Python library for accessing Personal Capital data

# Installation

## With Pip

`pip install empower_personal_capital`

## With Source Code

You can get the source code by cloning it from Github:

`git clone https://github.com/haochi/personalcapital.git`

or get the tarball:

`curl -OJL https://github.com/haochi/personalcapital/tarball/master`

then either include the library into your code, or install it with:

`python setup.py install`

# Usage

You need to first create an instance.

```python
pc = PersonalCapital()
```

Then you will need to authenticate the account by logging in:

```python
pc.login(email, password)
```

`login` may throw a `RequireTwoFactorException`, if two factor is enabled on your account and the current session is not yet associated with the account.
In this case, you will need to pick a way to complete the two factor authenticate by calling

```python
pc.two_factor_challenge(mode)
```

`mode` can either be `TwoFactorVerificationModeEnum.SMS` or `TwoFactorVerificationModeEnum.EMAIL`.  
Then you need to finish the two factor challenge by verifying the code and continue the login process.

```python
pc.two_factor_authenticate(mode, raw_input('code'))
pc.authenticate_password(password)
```

Once authenticated, you can start fetching data from the Personal Capital API.

```python
accounts_response = pc.fetch('/newaccount/getAccounts')
```

The above request will load your accounts data, and with that response you can get your net worth.

```python
print('Networth', accounts_response.json()['spData']['networth'])
```

To avoid two factor authentication every time you run the script, you can use `get_session()` to store your session somewhere and `set_session(session)` to re-use the session.

Here's the entire thing.

```python
from personalcapital import PersonalCapital, RequireTwoFactorException, TwoFactorVerificationModeEnum

pc = PersonalCapital()

email, password = "email@domain.tld", "password"

try:
    pc.login(email, password)
except RequireTwoFactorException:
    pc.two_factor_challenge(TwoFactorVerificationModeEnum.SMS)
    pc.two_factor_authenticate(TwoFactorVerificationModeEnum.SMS, raw_input('code: '))
    pc.authenticate_password(password)

accounts_response = pc.fetch('/newaccount/getAccounts')
accounts = accounts_response.json()['spData']

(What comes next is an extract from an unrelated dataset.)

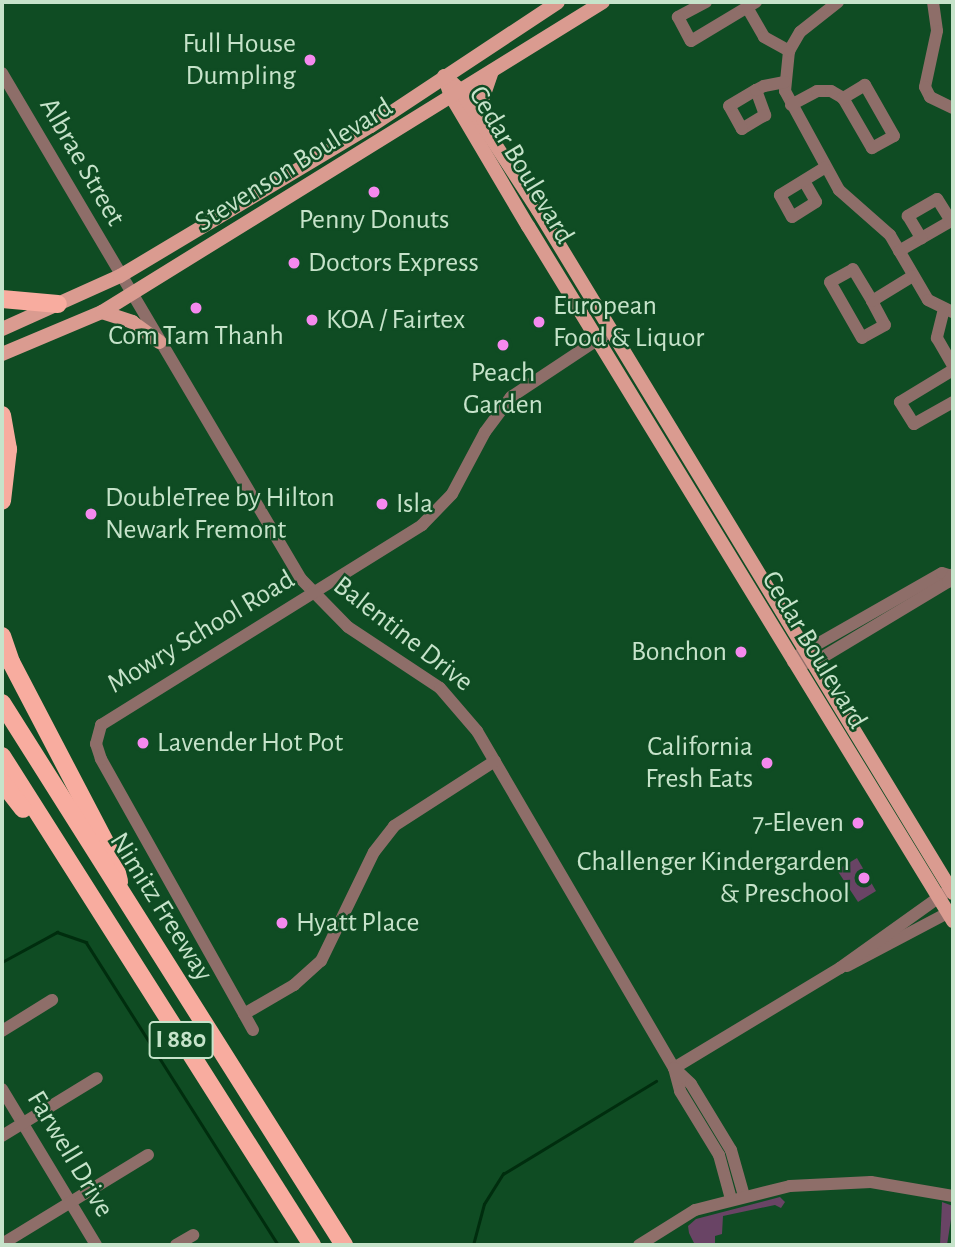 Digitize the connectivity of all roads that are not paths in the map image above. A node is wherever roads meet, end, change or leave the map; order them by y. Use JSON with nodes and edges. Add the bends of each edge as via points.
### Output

print('Networth: {0}'.format(accounts['networth']))
```

# Example

See `main.py` for an example script.

To run it, simply run `python main.py`.

Or set the environment email and password so you don't need to enter it every time.

```bash
PEW_PASSWORD="password" PEW_EMAIL="email" python main.py
```

# Personal Capital API

Please inspect the network requests to see what requests are possible. The `main.py` example includes two such calls.